Anime and manga are popular in Slovakia, but Žittňan does not think that that is only because they come from Japan.

“Manga is as interesting for Slovaks as any other comics,” he explained to The Slovak Spectator. “In general, comics are a common part of pop-culture like films, games, and various other forms of entertainment from the West to the East. So it is possible to look on it as something special only because comics weren’t here during the previous communist regime. But young people in particular know and like it in Slovakia.”

Entertainment companies have also uncovered the potential of these media and, after some delay, they have arrived in Slovakia. So it is now possible to watch the Animax and Jetix channels or buy comic magazines here, according to Žittňan.
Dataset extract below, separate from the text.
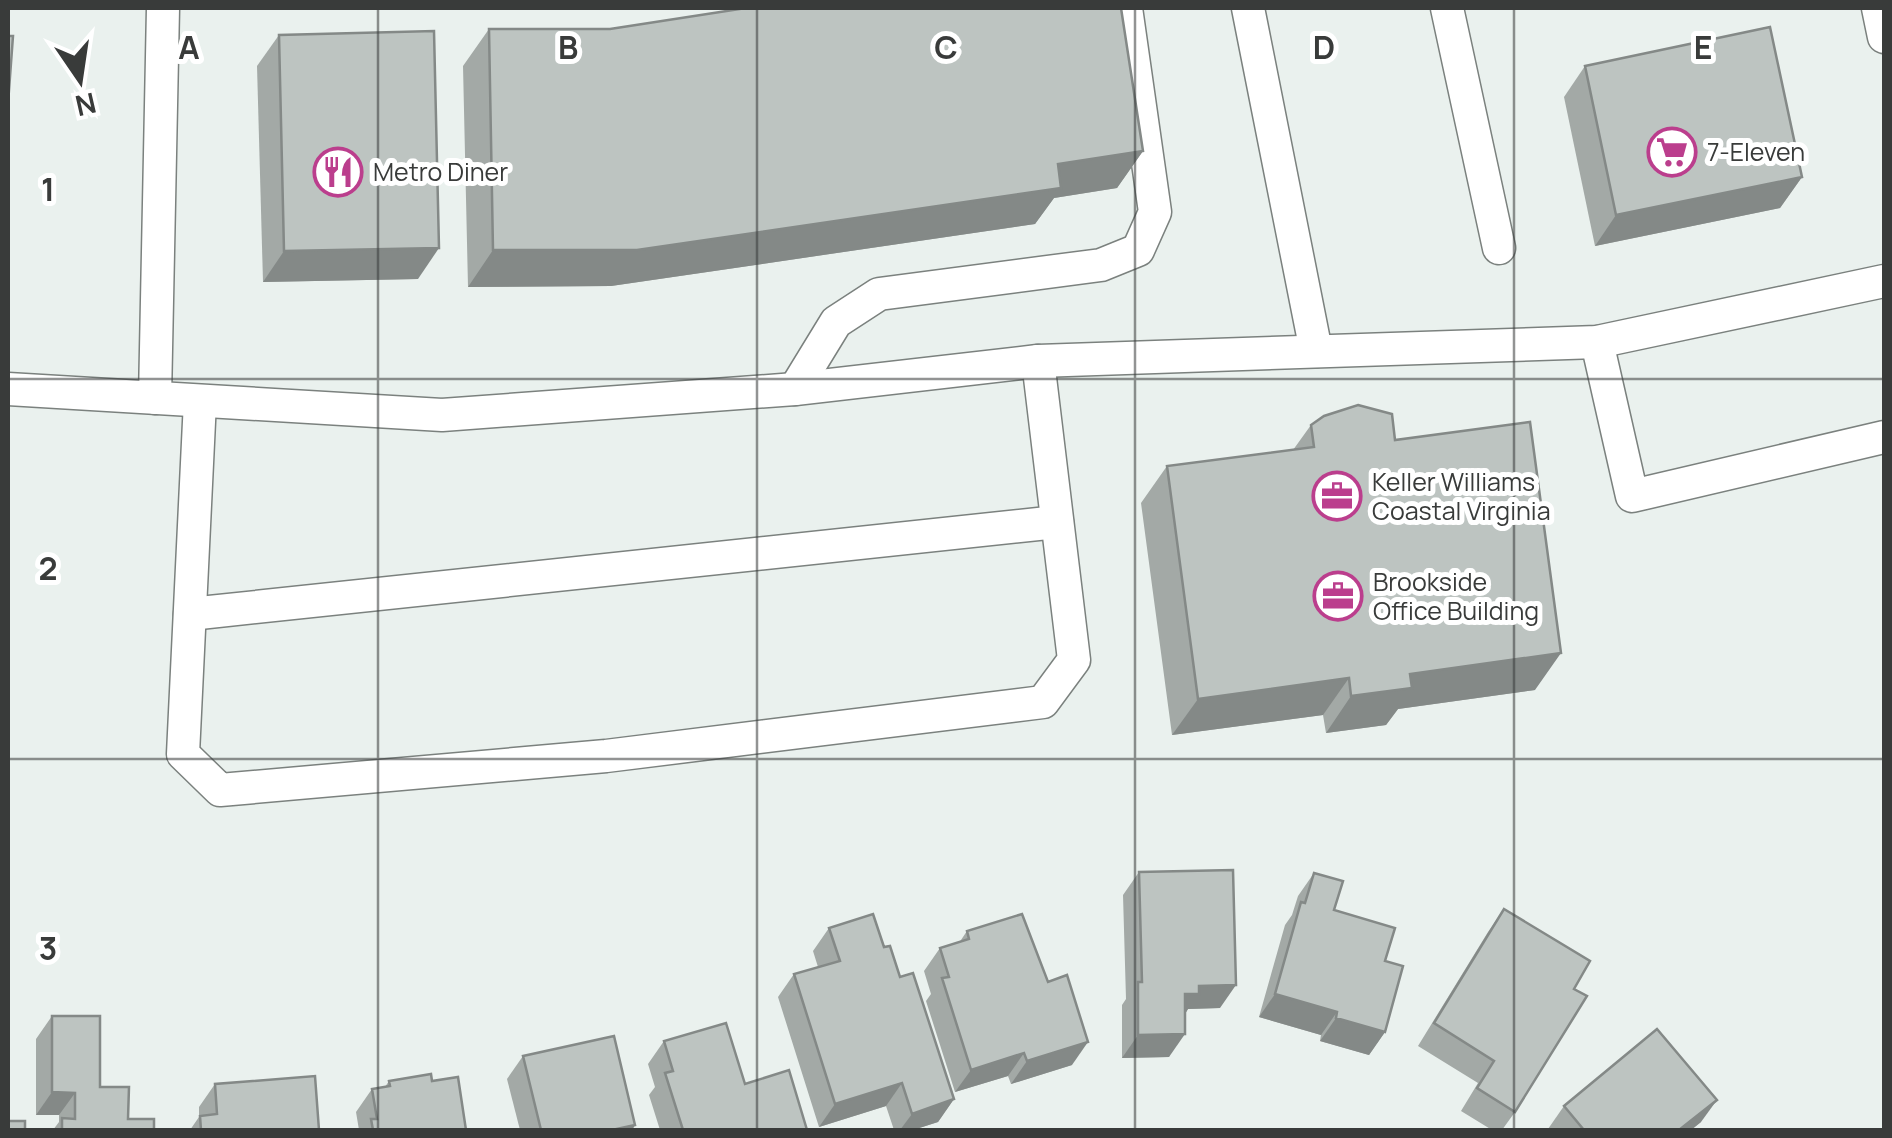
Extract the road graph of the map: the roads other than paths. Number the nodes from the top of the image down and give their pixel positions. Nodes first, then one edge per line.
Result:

AnimeCrew has already organised five Comics Salons, which are festivals of Japanese animation and culture and American comics.
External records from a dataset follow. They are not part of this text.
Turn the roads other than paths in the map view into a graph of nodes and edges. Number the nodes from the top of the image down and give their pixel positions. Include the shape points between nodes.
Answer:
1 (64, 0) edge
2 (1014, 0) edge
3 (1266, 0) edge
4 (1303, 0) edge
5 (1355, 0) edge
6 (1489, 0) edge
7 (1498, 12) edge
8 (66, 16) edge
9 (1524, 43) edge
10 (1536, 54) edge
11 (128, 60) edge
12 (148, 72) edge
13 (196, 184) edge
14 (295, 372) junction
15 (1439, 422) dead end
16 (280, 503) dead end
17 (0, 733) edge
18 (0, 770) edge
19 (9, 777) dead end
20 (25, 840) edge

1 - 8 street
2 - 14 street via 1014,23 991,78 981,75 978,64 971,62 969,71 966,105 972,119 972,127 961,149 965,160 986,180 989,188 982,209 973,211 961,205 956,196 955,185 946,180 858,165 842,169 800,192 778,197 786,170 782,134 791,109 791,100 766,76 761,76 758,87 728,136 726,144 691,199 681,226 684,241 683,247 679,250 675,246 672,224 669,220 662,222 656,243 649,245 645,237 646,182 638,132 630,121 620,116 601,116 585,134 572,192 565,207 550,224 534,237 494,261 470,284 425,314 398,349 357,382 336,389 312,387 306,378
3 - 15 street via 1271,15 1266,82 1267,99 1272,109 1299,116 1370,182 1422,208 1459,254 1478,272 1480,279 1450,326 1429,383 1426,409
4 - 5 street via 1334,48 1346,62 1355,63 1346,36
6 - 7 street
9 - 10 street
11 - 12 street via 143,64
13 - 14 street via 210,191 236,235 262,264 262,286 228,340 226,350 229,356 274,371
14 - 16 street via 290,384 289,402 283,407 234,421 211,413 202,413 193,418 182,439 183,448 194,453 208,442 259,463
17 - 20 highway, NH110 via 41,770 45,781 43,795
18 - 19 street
Between September 12 and 14 this year more than 8,000 people attended the festival held in Bratislava, about 2,000 people more than in 2007. The first AnimeSHOW took place on February 23 in Bratislava, attracting over 1,200 people.
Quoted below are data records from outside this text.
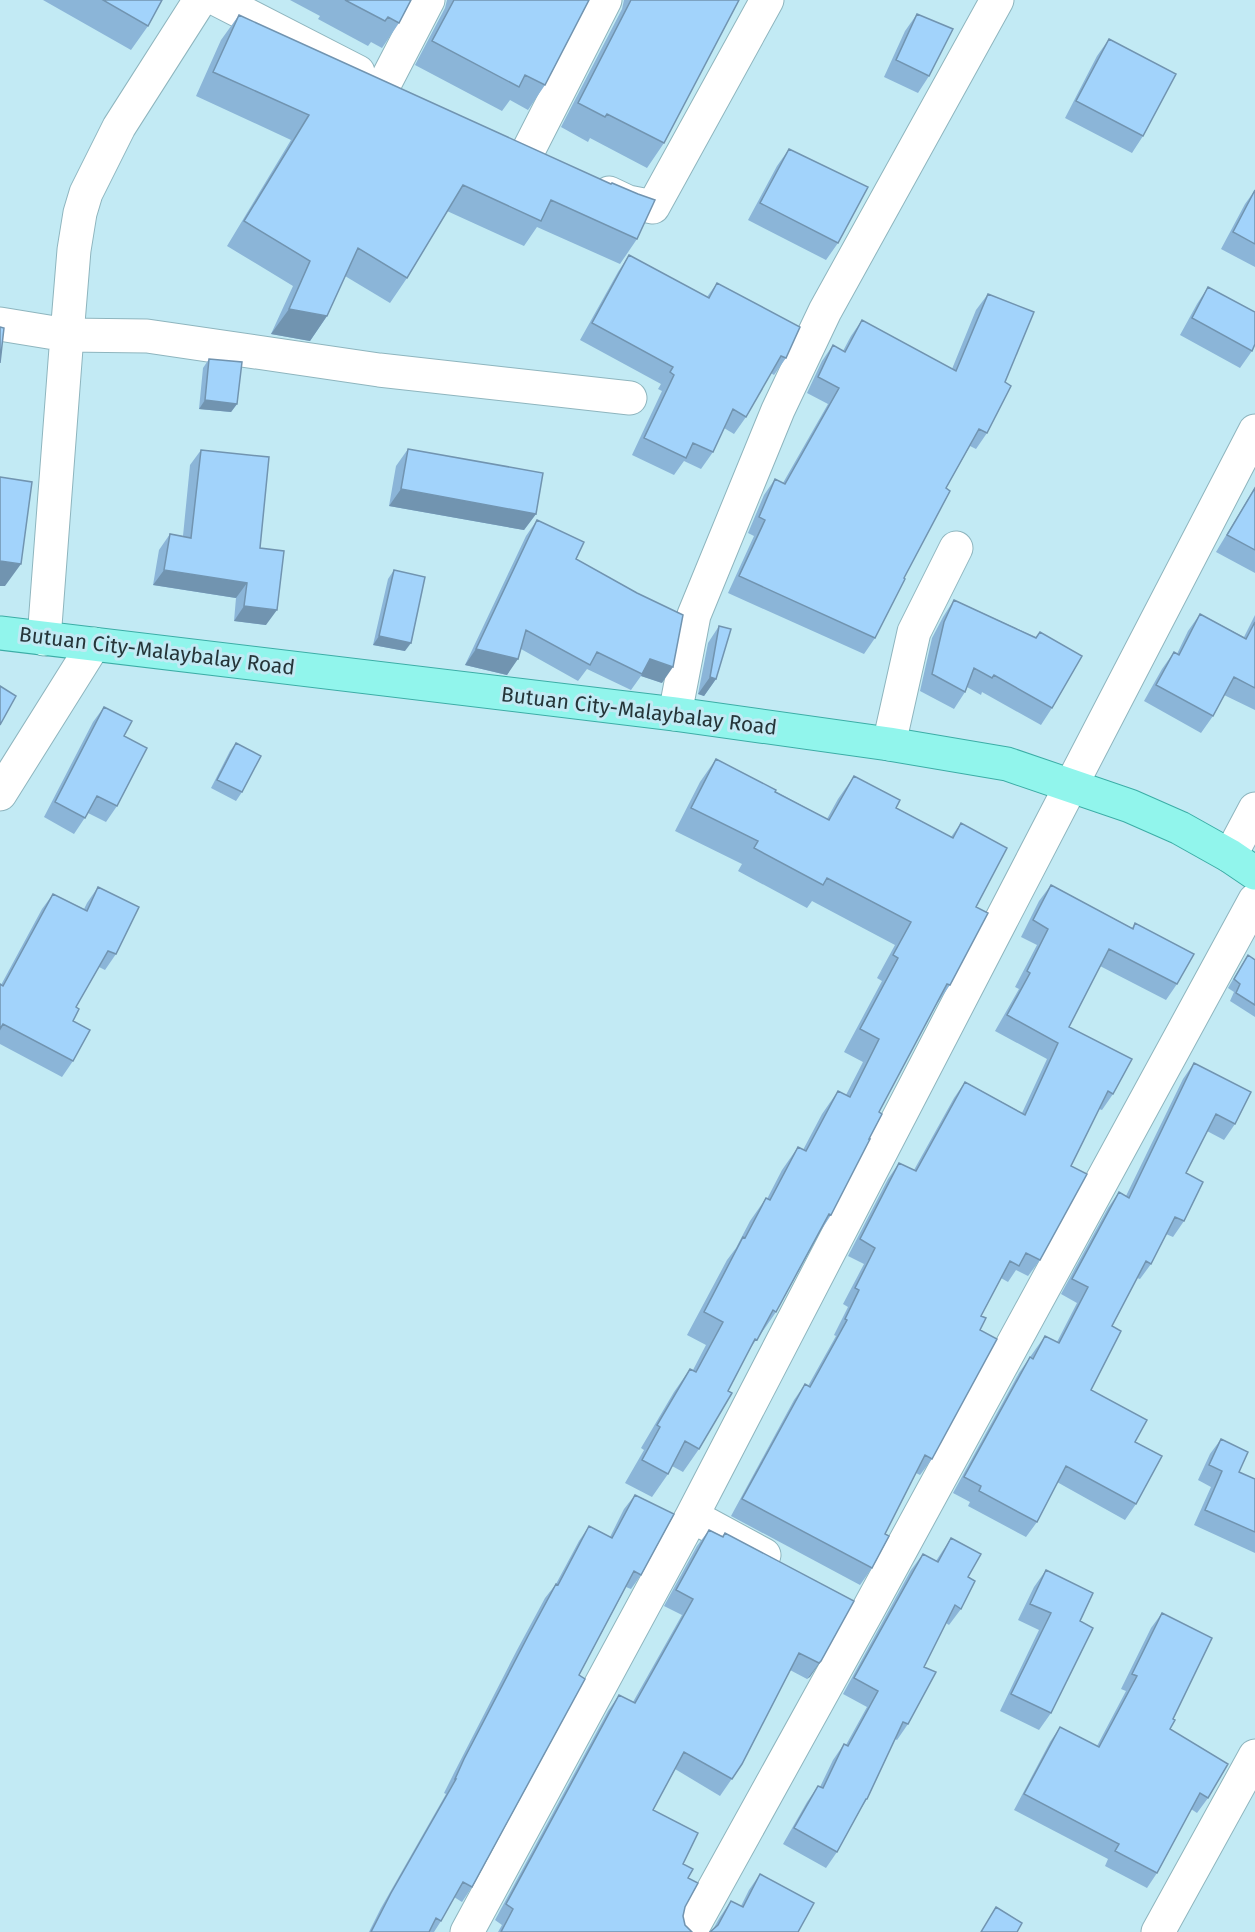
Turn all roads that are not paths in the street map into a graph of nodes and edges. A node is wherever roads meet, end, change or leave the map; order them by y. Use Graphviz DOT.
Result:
graph roads {
  1 [pos="200,0"];
  2 [pos="218,0"];
  3 [pos="428,0"];
  4 [pos="605,0"];
  5 [pos="767,0"];
  6 [pos="997,0"];
  7 [pos="384,85"];
  8 [pos="414,100"];
  9 [pos="496,140"];
  10 [pos="526,155"];
  11 [pos="557,169"];
  12 [pos="587,183"];
  13 [pos="0,324"];
  14 [pos="67,335"];
  15 [pos="630,398"];
  16 [pos="1255,431"];
  17 [pos="956,548"];
  18 [pos="0,633"];
  19 [pos="44,639"];
  20 [pos="94,644"];
  21 [pos="675,714"];
  22 [pos="890,744"];
  23 [pos="1071,786"];
  24 [pos="0,794"];
  25 [pos="1255,809"];
  26 [pos="1243,865"];
  27 [pos="1255,900"];
  28 [pos="692,1516"];
  29 [pos="785,1566"];
  30 [pos="837,1594"];
  31 [pos="868,1610"];
  32 [pos="1255,1756"];
  33 [pos="467,1932"];
  34 [pos="690,1932"];
  35 [pos="1158,1932"];
  1 -- 14 [label="street"];
  2 -- 7 [label="street"];
  3 -- 7 [label="street"];
  4 -- 10 [label="street"];
  5 -- 12 [label="street"];
  6 -- 21 [label="street"];
  7 -- 8 [label="street"];
  9 -- 10 [label="street"];
  10 -- 11 [label="street"];
  13 -- 14 [label="street"];
  14 -- 15 [label="street"];
  14 -- 19 [label="street"];
  16 -- 23 [label="street"];
  17 -- 22 [label="street"];
  18 -- 19 [label="main road, Butuan City-Malaybalay Road"];
  19 -- 20 [label="main road, Butuan City-Malaybalay Road"];
  20 -- 21 [label="main road, Butuan City-Malaybalay Road"];
  20 -- 24 [label="street"];
  21 -- 22 [label="main road, Butuan City-Malaybalay Road"];
  22 -- 23 [label="main road, Butuan City-Malaybalay Road"];
  23 -- 26 [label="main road, Butuan City-Malaybalay Road"];
  23 -- 28 [label="street"];
  25 -- 26 [label="street"];
  27 -- 31 [label="street"];
  28 -- 29 [label="street"];
  28 -- 33 [label="street"];
  30 -- 31 [label="street"];
  31 -- 34 [label="street"];
  32 -- 35 [label="street"];
}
The organisers decided to organise AnimeSHOW to focus exclusively on Japanese anime.

“We wanted to give more space to some special categories, for example to hold an animated film competition as well as to deal with some special features regarding creation of animated films because at the Comics Salon there is no space for this,” said Žittňan.

The second AnimeSHOW will take place again at the Kultúrny Dom (House of Culture) in Dúbravka between March 13 and 14. Unlike the first show, the 2009 festival will be a two-day event.

“This time we will have the whole House of Culture and can therefore give more room to lectures, and have a second theatre for film screenings,” Žittňan. “It won’t just be animated films; feature films will also be screened, in cooperation with the Japanese Embassy. It will be two days full of films from Japan, so everybody will be able to find something close to his or her interests in the film part of the festival.”

There will also be lectures about Japanese cuisine including sushi-making, Japanese martial arts and Japanese music.

“So, it won’t just be anime but also traditional Japanese culture,” said Žittňan.


The list of guests includes writers and travellers.

“Andrzej Sapkowski, a Polish fantasy writer, will be the star of the fantasy section,” Žittňan told The Slovak Spectator. “Slovaks and Czechs are hugely interested in fantasy.”



A chance for Slovak manga creators



Manga now receives official support in Japan. In May 2007, Taro Aso, then Japanese foreign affairs minister and now the country’s prime minister, announced the First International Manga Award. The number of entries has more than doubled in the second competition, attracting 368 creators from 46 countries.

The third competition was recently announced, with a January 2009 deadline for submitting manga artwork, Zuzana Želinská from the Japanese Embassy in Bratislava told The Slovak Spectator.

The embassy encourages Slovaks to apply either via the embassy or by sending their work directly to the organisers in Tokyo.

The competition is exclusively for authors outside Japan. The creator of the best work will receive a golden award, with three others getting silver. All four winners will be invited to Japan for around 10 days for the award ceremony.



More of Japan in Slovakia



Apart from helping to organise anime, manga and similar festivals, the Japanese Embassy and the Japanese Foundation have also helped bring to Slovakia Makoto Inoue, a renowned Japanese mime artist. In July he performed a show full of colour and elegant movements telling the story of Nue, a legendary creature from Japanese folklore.

The whole of February was dedicated to Japanese culture in Košice, during which anyone interested in Japan could attend lectures about Japanese martial arts, bonsai trees, calligraphy as well as Japanese tea ceremonies.

In May, Bratislava’s Mladosť cinema hosted a five-day film festival, while bonsai and suiseki exhibitions typically attract large numbers in Slovakia.